*TASK DATA:*
+---+

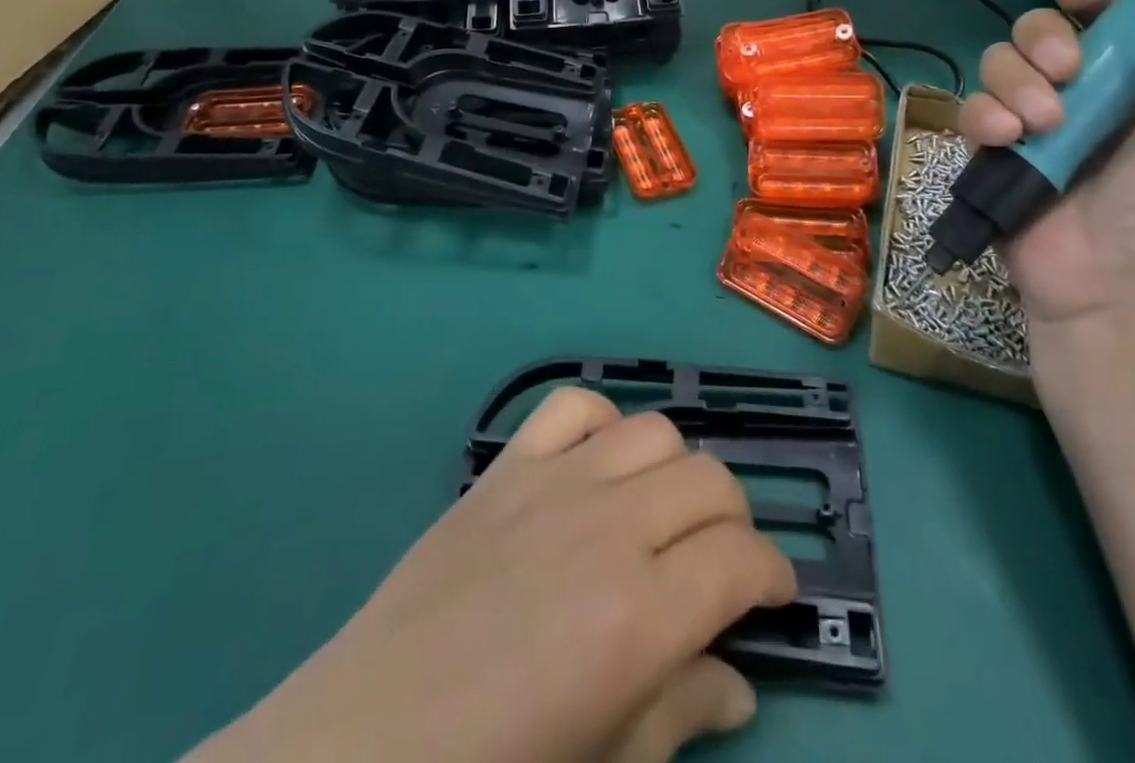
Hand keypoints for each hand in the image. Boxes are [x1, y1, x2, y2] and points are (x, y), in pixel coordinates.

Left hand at [190, 388, 795, 762]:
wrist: (361, 744)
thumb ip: (681, 715)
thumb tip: (739, 683)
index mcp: (639, 615)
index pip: (742, 560)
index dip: (773, 575)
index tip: (772, 595)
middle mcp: (607, 527)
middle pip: (710, 481)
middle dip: (734, 522)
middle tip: (719, 564)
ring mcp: (553, 482)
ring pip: (655, 431)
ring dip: (677, 470)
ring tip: (662, 513)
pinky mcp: (507, 465)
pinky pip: (574, 406)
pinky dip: (602, 423)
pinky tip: (598, 465)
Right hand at [956, 0, 1134, 389]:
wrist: (1116, 301)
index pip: (1110, 15)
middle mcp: (1084, 94)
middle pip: (1041, 29)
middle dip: (1045, 38)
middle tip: (1067, 71)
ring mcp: (1033, 122)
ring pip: (999, 62)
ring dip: (1015, 81)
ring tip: (1041, 123)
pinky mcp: (993, 151)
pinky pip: (971, 108)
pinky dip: (983, 114)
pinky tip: (1006, 139)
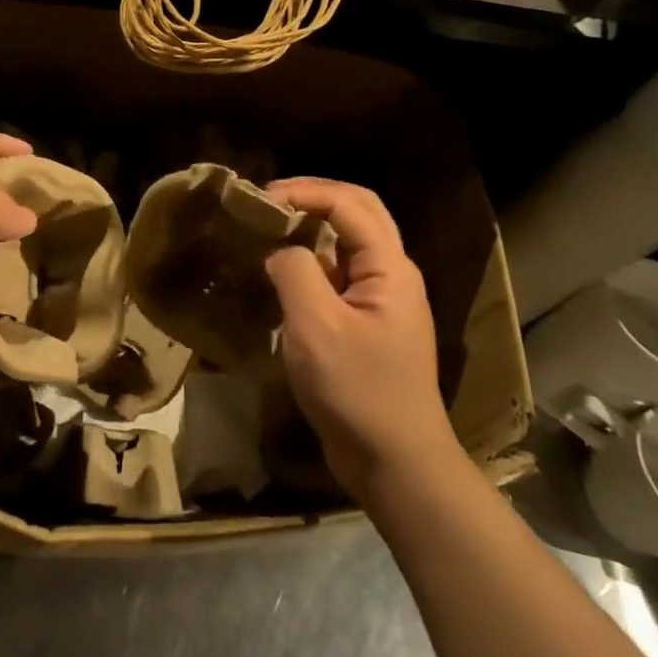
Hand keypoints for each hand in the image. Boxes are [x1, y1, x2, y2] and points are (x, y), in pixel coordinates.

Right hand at [264, 177, 458, 500]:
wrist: (396, 465)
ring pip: (350, 240)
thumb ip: (295, 272)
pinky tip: (282, 269)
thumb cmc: (357, 392)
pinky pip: (340, 272)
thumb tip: (279, 250)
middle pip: (358, 211)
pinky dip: (312, 258)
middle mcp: (392, 274)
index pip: (348, 204)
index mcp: (390, 268)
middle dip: (314, 196)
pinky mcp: (368, 322)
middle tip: (269, 199)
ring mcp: (382, 299)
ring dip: (313, 224)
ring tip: (271, 226)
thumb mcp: (316, 327)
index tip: (261, 198)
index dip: (305, 192)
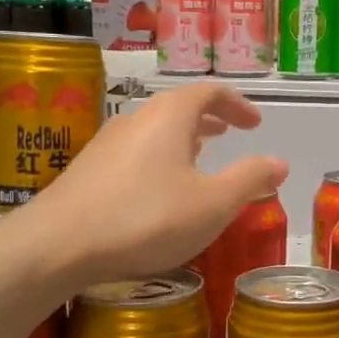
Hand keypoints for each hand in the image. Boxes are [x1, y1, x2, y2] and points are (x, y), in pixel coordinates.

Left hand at [31, 83, 287, 286]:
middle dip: (209, 118)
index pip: (209, 93)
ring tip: (199, 155)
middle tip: (230, 133)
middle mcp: (137, 118)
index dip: (237, 104)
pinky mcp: (88, 169)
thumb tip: (280, 162)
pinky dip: (159, 156)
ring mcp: (107, 143)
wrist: (57, 244)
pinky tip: (159, 188)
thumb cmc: (146, 218)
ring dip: (183, 138)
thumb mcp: (213, 204)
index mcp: (170, 116)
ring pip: (155, 129)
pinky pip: (136, 150)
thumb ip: (250, 180)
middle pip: (179, 107)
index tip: (255, 122)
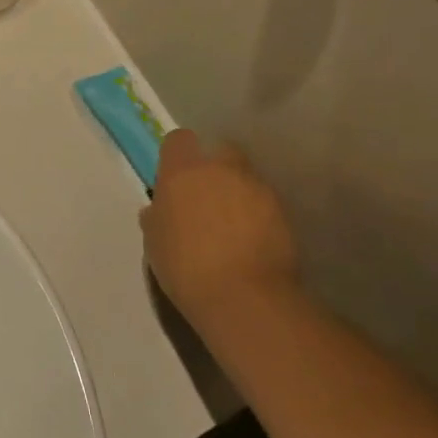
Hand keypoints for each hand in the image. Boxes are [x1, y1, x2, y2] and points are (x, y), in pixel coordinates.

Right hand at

+---+

Write all the lines above out again exactly, minus the images.

Hand keypoints for each hand in the image. Boxes are [x1, y1, x2, y2] and points are (x, y), in pixel coordinates.

Left hand at [190, 388, 795, 762]:
wrist: (361, 744)
thumb ip: (681, 715)
thumb tip: (739, 683)
index mcp: (639, 615)
index pip: (742, 560)
index dip: (773, 575)
index tip: (772, 595)
middle mcp: (607, 527)
middle pip: (710, 481)
middle dip: (734, 522)
middle tip: (719, 564)
ring mcp: (553, 482)
ring pip: (655, 431)
ring dip: (677, 470)
ring tip: (662, 513)
pinky mcp: (507, 465)
pinky pip: (574, 406)
pinky dip: (602, 423)
pinky tip: (598, 465)
Right hand at [956, 0, 1134, 389]:
wrist: (1116, 301)
index pip: (1110, 15)
middle mcp: (1084, 94)
middle pip: (1041, 29)
middle dip: (1045, 38)
middle tip: (1067, 71)
ring mcp: (1033, 122)
ring pip: (999, 62)
ring dip: (1015, 81)
ring tip: (1041, 123)
pinky mcp: (993, 151)
pinky pip: (971, 108)
pinky dip: (983, 114)
pinky tip: (1006, 139)
Hand keypoints for each hand in the image. Boxes are [x1, y1, x2, y2] and points are (x, y), in pixel coordinates.

Right hand at [264, 177, 458, 500]:
wrist: (396, 465)
ring pip: (350, 240)
thumb ip: (295, 272)
pinky tip: (282, 269)
thumb cmc: (357, 392)
pinky pip: (340, 272)
thumb tip: (279, 250)
middle pip: (358, 211)
pinky dip: (312, 258)
middle mcp: (392, 274)
index pip: (348, 204)
index mcp: (390, 268)
middle dip: (314, 196)
pinky mcp: (368, 322)
middle tip: (269, 199)
ring mcp: (382, 299)
ring dip: (313, 224)
ring tip: (271, 226)
thumb mcp: (316, 327)
index tip: (261, 198)
index dip: (305, 192)
Hand keypoints for each hand in the image. Boxes are [x1, y1, x2, y2] and points are (x, y), in pixel coordinates.

Left hand at [31, 83, 287, 286]:
middle dip: (209, 118)
index pip: (209, 93)
ring tip: (199, 155)
middle tip: (230, 133)
middle mcp: (137, 118)
index dip: (237, 104)
pinky mcp: (88, 169)
thumb tip: (280, 162)
pinky dip: (159, 156)
ring mcp: (107, 143)
wrist: (57, 244)
pinky tip: (159, 188)
thumb cmc: (146, 218)
ring dip: (183, 138)
thumb mcp: (213, 204)
index mcp: (170, 116)
ring pip: (155, 129)
pinky pip: (136, 150)
thumb ip: (250, 180)
middle pip: (179, 107)
index tip: (255, 122)
Hand keypoints for each hand in the image. Boxes are [x1, y1, x2, y2] and points are (x, y), in pixel coordinates.

Right hand at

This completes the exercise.